Unconscious bias is not totally bad. These thoughts emerge quickly and trigger an emotional response that is designed to prevent your hand from being chomped off by the rather large dog that was mentioned above. However, sometimes unconscious bias results in a response that is harmful, unfavorable to others and fosters “-isms”. One dangerously disturbing and enduring “-ism” that permeates throughout the United States and is sustained by unconscious bias is racism. The devastating effects of race-based biases are well described in healthcare, education, and the criminal justice system. Race-based biases limit academic potential, contribute to poor health outcomes, prevent inclusivity and too often lead to a violent loss of life.

So how do you address unconscious bias if it is not clear, yet, automatically shows up in ways that foster “–isms” like racism, sexism, and ageism? First, unconscious biases must be acknowledged. Self-reflection, an enlightening process, can be used to help recall and address unconscious beliefs and attitudes. Self-reflection creates a space of deep and meaningful thought where you can explore your actions, become more intentional with your responses, and present yourself in ways that align values with responses. Secondly, the brain sees what it wants to see; it looks for affirmation. This means we must listen for a broader understanding rather than listen to uphold our own views or to inform others. Thirdly, it takes great courage to admit that your actions were hijacked by socially undesirable thoughts, albeit unconscious. To address unconscious bias requires bravery that supersedes the fear of sharing your unfavorable and marginalizing responses. And lastly, let’s “out unconscious bias”. Disseminate your narrative about unconscious bias and share what you are doing differently to move the needle towards social justice.
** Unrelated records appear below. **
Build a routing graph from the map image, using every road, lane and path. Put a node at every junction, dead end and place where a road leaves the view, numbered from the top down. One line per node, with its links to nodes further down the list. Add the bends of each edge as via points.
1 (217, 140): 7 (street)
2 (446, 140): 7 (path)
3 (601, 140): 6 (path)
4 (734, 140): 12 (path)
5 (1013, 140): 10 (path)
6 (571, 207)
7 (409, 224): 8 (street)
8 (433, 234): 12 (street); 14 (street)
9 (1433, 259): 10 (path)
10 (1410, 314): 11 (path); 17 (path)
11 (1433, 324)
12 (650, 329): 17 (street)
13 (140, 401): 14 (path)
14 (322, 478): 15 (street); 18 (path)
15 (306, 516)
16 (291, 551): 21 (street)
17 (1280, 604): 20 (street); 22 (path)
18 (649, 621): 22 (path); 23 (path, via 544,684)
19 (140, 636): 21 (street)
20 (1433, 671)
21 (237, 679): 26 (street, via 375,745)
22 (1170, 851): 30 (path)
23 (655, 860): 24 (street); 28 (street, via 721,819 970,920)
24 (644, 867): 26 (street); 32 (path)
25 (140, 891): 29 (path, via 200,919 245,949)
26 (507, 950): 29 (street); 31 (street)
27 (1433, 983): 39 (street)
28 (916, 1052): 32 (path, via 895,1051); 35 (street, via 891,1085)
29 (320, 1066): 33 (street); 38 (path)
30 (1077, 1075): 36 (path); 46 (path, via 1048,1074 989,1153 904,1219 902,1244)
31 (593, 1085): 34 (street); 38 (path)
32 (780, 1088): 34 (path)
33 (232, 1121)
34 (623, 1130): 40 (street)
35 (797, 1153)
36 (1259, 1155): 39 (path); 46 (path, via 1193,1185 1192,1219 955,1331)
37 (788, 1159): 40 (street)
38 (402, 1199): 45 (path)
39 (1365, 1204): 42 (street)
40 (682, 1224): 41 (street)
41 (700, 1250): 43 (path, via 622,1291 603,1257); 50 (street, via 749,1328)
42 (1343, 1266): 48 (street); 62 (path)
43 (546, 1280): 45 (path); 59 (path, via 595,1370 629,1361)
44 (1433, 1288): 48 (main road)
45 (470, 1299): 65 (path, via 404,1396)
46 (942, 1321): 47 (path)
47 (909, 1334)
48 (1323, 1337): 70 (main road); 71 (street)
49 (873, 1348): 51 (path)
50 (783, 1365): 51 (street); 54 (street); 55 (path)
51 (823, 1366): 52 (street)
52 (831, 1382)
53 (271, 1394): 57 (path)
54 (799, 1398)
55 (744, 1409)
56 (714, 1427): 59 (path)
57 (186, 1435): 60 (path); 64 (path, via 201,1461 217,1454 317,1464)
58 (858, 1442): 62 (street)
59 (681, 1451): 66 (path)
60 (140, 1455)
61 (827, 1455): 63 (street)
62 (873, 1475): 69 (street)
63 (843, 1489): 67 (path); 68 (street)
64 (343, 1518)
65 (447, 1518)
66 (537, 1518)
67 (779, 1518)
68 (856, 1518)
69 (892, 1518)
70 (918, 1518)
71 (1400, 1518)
While you can’t undo how your brain is wired to protect the body, you can undo racism and the beliefs that dictate how you quickly respond to others. Sharing your narrative will help form new neuronal circuits that are likely to generate an ethos that supports difference and allays fear.

In summary, Acknowledge your biases, seek a Broader understanding, be Courageous, and Disseminate your story. Only then will your actions truly transform homes, communities, institutions, and society in a more meaningful and sustainable way. So, will you share your encounter with bias and how you address unconscious bias in your world?



1 thought on “How Do You Address Unconscious Bias?

  1. Thank you, Dr. Beard. Just recently I was in a physician waiting room with my son. An older woman came in with who I took to be an aide. The older woman appeared to have dementia. The aide was not giving her any attention. When the woman turned toward me, I smiled. She smiled back. I thought, “Good. Human connection. This is good.” I smiled again and asked, “Are you having a nice day?” She smiled back. I thought, “Good. This woman needs respect and a sense of human dignity.” Then she looked at me and stuck her tongue out. Conversation ended. Later, I mentioned the moment to my son because I felt bad for the woman. My son said, “I don’t want to talk about it. That was awkward. You were talking to her like she was a baby.” In that moment, I was confronted with my very unconscious bias! I had no idea I had done that! I thought I was being respectful and simply exchanging a moment of humanity. I thanked my son for calling out my unconscious bias and I told him I had not meant to treat her that way. I was grateful for his honesty and for exposing something in me that I definitely did not want to convey or demonstrate. Unconscious bias is just that – unconscious. Unless we are willing to sit with it and take accountability for our actions, we cannot begin the hard work of disentangling it from our brains and our actions. Anybody else want to share a story of unconscious bias?